A gluten-free diet may help with stabilizing blood sugar levels. Removing foods that traditionally contain gluten, such as bread, cakes, cookies and beer also often brings down the sugar content of the diet. According to the book, "Living Gluten-Free For Dummies" by Danna Korn, eating a nutritious gluten-free diet means generally low-glycemic foods are ingested, which helps maintain blood sugar levels. High glycemic foods found in many wheat-based products stimulate insulin levels to rise quickly and then fall, which can eventually lead to illnesses such as diabetes.


A gluten-free diet may help with several disorders related to blood sugar levels. Besides helping to prevent diabetes and low-blood sugar, according to the book, "Gluten-Free for a Healthy Life" by Kimberly A. Tessmer, illnesses such as chronic fatigue and attention-deficit hyperactivity disorder, or ADHD, may be helped with a gluten-free diet. Both chronic fatigue and ADHD are sometimes associated with blood sugar levels. Tooth enamel, pancreatic disease, and disorders of the liver, gallbladder or spleen may also benefit from a gluten-free diet, in part because of the lower sugar content of gluten-free foods.

Time Frame

The length of time it takes for a gluten-free diet to stabilize blood sugar levels depends on the individual. For those suffering from celiac or a gluten intolerance, Dr. Paul F. Miskovitz, in his book, "The Doctor's Guide to Gastrointestinal Health," notes that improvements can start within three days of beginning the diet. For some, it may take longer, from three to six months, to see stabilized blood sugar levels on tests.

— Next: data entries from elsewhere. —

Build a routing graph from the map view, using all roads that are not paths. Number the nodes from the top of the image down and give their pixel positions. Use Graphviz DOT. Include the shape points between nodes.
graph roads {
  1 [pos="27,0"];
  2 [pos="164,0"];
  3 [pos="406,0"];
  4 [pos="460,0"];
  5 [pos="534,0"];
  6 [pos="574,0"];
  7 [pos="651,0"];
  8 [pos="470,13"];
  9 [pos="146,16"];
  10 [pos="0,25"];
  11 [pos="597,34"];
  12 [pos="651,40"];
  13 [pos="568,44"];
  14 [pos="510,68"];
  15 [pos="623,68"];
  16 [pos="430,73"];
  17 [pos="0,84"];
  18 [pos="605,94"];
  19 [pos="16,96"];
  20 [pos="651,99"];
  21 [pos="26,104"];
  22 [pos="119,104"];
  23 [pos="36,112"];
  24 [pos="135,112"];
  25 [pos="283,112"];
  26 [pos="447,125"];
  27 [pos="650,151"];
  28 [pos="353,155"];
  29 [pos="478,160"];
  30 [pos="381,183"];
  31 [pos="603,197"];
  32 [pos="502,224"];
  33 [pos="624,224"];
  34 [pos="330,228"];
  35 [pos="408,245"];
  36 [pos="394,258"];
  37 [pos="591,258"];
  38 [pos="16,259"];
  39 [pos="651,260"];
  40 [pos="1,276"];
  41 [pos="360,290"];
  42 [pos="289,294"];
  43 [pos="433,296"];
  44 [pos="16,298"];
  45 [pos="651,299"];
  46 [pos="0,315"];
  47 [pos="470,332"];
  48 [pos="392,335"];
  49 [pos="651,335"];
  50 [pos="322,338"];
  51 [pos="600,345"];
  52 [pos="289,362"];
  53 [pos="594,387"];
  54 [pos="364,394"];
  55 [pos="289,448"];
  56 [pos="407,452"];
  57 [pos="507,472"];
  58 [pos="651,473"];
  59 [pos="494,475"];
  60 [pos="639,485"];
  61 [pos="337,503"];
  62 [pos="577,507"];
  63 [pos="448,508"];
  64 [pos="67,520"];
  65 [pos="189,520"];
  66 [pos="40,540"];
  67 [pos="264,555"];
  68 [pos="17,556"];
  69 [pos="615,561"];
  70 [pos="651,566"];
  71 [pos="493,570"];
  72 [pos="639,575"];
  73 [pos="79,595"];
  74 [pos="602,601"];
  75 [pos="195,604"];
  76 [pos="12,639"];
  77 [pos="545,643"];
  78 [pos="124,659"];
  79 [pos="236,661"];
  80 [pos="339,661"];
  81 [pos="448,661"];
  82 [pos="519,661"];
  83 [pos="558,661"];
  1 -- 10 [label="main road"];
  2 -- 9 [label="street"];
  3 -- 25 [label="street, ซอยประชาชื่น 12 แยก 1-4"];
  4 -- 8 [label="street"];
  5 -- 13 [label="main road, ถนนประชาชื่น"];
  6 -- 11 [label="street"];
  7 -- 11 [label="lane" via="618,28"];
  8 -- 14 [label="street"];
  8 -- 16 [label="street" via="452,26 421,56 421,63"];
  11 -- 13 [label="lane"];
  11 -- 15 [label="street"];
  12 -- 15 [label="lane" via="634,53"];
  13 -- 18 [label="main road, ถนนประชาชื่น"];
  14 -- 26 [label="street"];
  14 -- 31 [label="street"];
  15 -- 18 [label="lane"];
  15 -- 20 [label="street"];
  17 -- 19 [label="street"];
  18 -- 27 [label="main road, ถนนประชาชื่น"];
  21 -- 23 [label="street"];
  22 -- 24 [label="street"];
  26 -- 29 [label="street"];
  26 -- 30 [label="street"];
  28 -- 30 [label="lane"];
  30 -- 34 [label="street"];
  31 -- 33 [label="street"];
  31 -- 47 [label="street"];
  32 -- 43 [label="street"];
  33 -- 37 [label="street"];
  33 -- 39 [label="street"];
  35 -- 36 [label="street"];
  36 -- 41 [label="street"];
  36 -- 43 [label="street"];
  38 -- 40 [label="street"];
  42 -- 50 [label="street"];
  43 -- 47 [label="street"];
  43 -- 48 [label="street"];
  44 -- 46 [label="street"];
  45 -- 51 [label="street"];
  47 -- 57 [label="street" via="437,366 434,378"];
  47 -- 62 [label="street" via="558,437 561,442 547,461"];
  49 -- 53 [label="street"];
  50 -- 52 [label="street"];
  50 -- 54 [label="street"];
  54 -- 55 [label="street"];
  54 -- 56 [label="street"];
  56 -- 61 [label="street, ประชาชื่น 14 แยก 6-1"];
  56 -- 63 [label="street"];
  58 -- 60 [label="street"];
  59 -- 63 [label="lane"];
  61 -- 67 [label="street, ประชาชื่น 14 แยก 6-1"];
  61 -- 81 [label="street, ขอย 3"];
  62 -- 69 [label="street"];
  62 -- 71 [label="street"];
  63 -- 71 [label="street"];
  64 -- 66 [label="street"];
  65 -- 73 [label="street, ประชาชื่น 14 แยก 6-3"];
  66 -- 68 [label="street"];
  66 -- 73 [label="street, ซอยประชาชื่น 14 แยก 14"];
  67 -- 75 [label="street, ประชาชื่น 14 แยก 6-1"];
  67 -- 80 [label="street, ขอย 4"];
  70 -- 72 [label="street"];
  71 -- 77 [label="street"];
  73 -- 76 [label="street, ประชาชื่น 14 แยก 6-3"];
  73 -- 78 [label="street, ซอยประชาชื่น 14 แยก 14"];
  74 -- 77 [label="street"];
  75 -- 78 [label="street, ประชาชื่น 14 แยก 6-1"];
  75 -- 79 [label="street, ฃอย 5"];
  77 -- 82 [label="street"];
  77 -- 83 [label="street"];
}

If symptoms indicate celiac disease or a gluten intolerance, check with your doctor who may want to determine diagnosis through testing. Be sure not to consume too many gluten-free flour-based foods once eating a gluten-free diet, as these foods may be high in sugar and refined rice grains. "The Complete Idiot's Guide to Gluten-Free Eating" notes that many packaged gluten-free foods are not enriched with folate, B-vitamins and iron as wheat-based breads and flours normally are. Therefore, you may need to increase other foods that contain these vitamins, such as lentils, spinach and sunflower seeds.